Además de inseparable del dolor, la vida es, casi por definición, injusta. Aun así, encontramos múltiples símbolos que nos empujan a levantarnos día a día para hacer lo que hay que hacer, para vivir. Esos símbolos son la energía que nos lleva a buscarle sentido a la existencia, y soportan los malos momentos en los que cerca estamos de desfallecer. Esos símbolos también son gozo, recompensa y orgullo, si las cosas salen bien. Somos una búsqueda permanente de sentido, y ese viaje nos apoyamos de la familia, la religión, la cultura, el romance, la lujuria, lo divino, lo humano… es lo que somos, lo que nos importa. Todo eso también es Botero: lo que nos importa.

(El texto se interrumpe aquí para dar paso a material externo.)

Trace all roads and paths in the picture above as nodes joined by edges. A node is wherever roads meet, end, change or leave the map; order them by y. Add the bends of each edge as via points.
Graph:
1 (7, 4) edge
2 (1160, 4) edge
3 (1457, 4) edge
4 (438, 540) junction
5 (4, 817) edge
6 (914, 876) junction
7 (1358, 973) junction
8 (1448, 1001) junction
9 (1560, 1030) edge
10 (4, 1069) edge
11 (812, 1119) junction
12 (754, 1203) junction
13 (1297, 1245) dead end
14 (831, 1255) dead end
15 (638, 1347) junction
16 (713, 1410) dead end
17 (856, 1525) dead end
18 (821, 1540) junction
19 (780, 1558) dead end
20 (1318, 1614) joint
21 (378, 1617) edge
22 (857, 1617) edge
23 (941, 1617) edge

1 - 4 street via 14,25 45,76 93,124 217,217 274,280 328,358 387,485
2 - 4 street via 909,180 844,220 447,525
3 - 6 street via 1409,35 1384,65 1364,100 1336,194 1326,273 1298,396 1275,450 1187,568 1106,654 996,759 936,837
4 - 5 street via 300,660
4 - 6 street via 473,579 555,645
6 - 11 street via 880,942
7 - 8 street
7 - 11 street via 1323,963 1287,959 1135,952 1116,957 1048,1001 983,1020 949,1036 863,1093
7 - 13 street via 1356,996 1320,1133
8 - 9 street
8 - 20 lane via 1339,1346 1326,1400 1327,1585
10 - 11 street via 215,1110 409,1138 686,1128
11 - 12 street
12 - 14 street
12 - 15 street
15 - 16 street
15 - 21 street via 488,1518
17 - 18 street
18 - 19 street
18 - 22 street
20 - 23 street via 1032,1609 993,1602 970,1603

Lo que Botero significa para mí desde la cultura y desde el regionalismo y desde lo humano

El antioqueño (el paisa) es regionalista. Quiéralo o no. Consciente o inconscientemente. En algún grado lo es, y eso es difícil que cambie, aunque se ha moderado con el paso del tiempo. La cultura paisa ha estado siempre cerca al trabajo físico, al campo, las minas, las empresas, los animales. Sin embargo, el antioqueño promedio, está lejos del arte. Desde mi ignorancia propia en estos temas, Botero representa que es posible, para un “montañero” hacer buen arte y brillar en Pietrasanta.

Otras personas (incluso de Antioquia) siguen caminos similares. Botero fue su referente, y ahora todos son ejemplos para las nuevas generaciones. Botero personifica que es posible ser exitoso y destacado en lo que se hace siendo fiel a lo que uno es. Llevándolo como se debe. Siendo fiel a su esencia. Viene a mi mente Karol G con su frase reciente (traigo su sentido con casi las mismas palabras): “Dont’try to fit. Just be yourself and embrace it”. Tal vez de eso se trata el vivir: de aceptar que somos humanos, con lo bueno y lo no tan bueno que eso implica. De conocernos y no ocultar lo que somos. De entender que sí es posible cambiar y transformarnos. Pero que al final se trata de ser fiel a la esencia propia, a lo que fundamentalmente somos.